« C’est et cela restera un moment exceptionnel dans ma carrière, confie-Oriane Latour. En 2024, alors qu’elle travaille depuis 15 ans comme graphiste et chargée de communication à Pont-de-Claix (Isère), une commune de près de 11 000 habitants, l’information tombe : le site historique de la plateforme chimique est menacé de fermeture. « Cette annonce a plongé des centaines d’hommes et de femmes dans l’incertitude. Plus de 400 emplois étaient en jeu, des familles allaient se retrouver fragilisées, parfois contraintes d’envisager un départ. Et c’étaient aussi 120 ans d’histoire industrielle, des générations de savoir-faire locaux qui risquaient de disparaître en l’espace de quelques mois».
Dans les heures qui suivent, le maire et président (Place publique) de Grenoble-Alpes Métropole, Christophe Ferrari, décide de s’engager pour soutenir les salariés et défendre le maintien de l’activité. « C’est une démarche « touchy » pour une collectivité : une commune n’est pas un syndicat et ne doit se substituer à personne. Il fallait être présent aux côtés des salariés et des organisations, visibles mais humbles, sans jamais s’approprier un combat qui n’était pas celui de la Ville. À ce moment-là, en termes de communication, on ne savait pas bien comment avancer. »
« En apnée »
Pour le service communication, la pression est forte. « On a été sollicité un vendredi matin par le cabinet pour produire des supports en urgence. Il a fallu tout mettre en pause, laisser de côté les dossiers en cours et réagir vite. En quelques heures, je conçois un “bout” de charte graphique mais surtout il me fallait trouver un gimmmick immédiatement appropriable. L’usine, reconnaissable parmi mille dans le paysage pontois, devient une silhouette stylisée. Je l’ai dessinée à la main, un peu en apnée, sans trop savoir par quel bout la prendre, mais avec en tête les affiches militantes de mai 68 et la spontanéité qui s’en dégage.

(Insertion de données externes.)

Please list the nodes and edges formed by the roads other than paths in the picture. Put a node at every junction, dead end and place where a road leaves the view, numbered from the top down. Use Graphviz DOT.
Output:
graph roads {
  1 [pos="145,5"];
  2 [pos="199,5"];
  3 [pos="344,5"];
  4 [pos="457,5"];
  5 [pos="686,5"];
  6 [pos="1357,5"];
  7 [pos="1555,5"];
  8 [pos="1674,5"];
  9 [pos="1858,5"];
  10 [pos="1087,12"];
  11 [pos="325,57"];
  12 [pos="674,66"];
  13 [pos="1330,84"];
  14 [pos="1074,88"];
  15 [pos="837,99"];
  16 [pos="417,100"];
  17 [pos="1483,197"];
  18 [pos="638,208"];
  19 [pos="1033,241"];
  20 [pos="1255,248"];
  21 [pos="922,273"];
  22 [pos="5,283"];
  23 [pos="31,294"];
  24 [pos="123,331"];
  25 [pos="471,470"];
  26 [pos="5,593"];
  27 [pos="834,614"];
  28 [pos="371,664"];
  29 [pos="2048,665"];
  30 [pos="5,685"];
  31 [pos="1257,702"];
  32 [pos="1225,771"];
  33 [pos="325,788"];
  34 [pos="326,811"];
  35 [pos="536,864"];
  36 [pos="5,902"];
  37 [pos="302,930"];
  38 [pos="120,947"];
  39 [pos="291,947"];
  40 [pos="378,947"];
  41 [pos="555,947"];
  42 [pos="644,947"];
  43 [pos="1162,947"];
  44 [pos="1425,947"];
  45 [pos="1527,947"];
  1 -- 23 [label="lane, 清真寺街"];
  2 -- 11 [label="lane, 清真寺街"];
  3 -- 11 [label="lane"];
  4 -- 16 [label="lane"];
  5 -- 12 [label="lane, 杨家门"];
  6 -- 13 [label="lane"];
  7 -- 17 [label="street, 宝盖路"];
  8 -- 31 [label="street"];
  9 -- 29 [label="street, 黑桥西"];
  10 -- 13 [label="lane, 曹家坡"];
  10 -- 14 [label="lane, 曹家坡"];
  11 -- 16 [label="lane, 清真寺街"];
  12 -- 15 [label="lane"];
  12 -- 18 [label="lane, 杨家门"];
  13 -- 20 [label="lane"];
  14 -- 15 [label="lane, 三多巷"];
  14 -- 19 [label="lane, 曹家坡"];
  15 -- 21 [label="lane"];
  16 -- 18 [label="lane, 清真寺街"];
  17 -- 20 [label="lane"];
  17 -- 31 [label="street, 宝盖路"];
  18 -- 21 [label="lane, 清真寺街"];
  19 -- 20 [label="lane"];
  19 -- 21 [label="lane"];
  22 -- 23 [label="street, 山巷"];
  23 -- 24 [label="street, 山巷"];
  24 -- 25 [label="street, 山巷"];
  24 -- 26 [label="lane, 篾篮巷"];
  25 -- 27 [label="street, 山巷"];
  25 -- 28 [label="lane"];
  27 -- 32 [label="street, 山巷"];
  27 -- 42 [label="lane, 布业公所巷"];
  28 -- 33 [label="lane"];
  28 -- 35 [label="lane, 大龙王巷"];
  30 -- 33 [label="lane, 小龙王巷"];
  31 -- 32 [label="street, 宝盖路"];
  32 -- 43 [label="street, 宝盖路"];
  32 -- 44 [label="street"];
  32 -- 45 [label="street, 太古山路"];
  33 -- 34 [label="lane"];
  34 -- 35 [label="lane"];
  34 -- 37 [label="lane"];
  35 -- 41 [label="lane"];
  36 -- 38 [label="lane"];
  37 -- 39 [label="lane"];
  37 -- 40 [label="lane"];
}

Les couleurs jouent un rôle déterminant. La palette devait être impactante, lisible, fédératrice, tout en évitant les écueils de la stigmatisation politique. J’opte finalement pour une bichromie noir et violet, traversée de deux larmes blanches qui traduisent à la fois l’attachement et l’émotion. Le slogan retenu “Sauvons la plateforme, sauvons les emplois” prend vie d’abord sur un badge de 85 mm. Très vite, il est décliné en stickers, banderoles, bâches, tours de cou : chacun devait pouvoir s’approprier ce symbole.
« Combats humains »
Et c’est ce qui s’est passé ! Salariés, habitants, commerçants, élus locaux et même nationaux se sont emparés de ce visuel. Le petit rond violet dessiné à la va-vite un vendredi de novembre est devenu un signe d’unité, le symbole d’un territoire mobilisé autour de valeurs profondément humaines et sociales. J’ai travaillé sur des centaines de projets, mais celui-ci restera particulier : il a montré à quel point l’image peut rassembler autour de valeurs communes et que le service public sert aussi à ça. »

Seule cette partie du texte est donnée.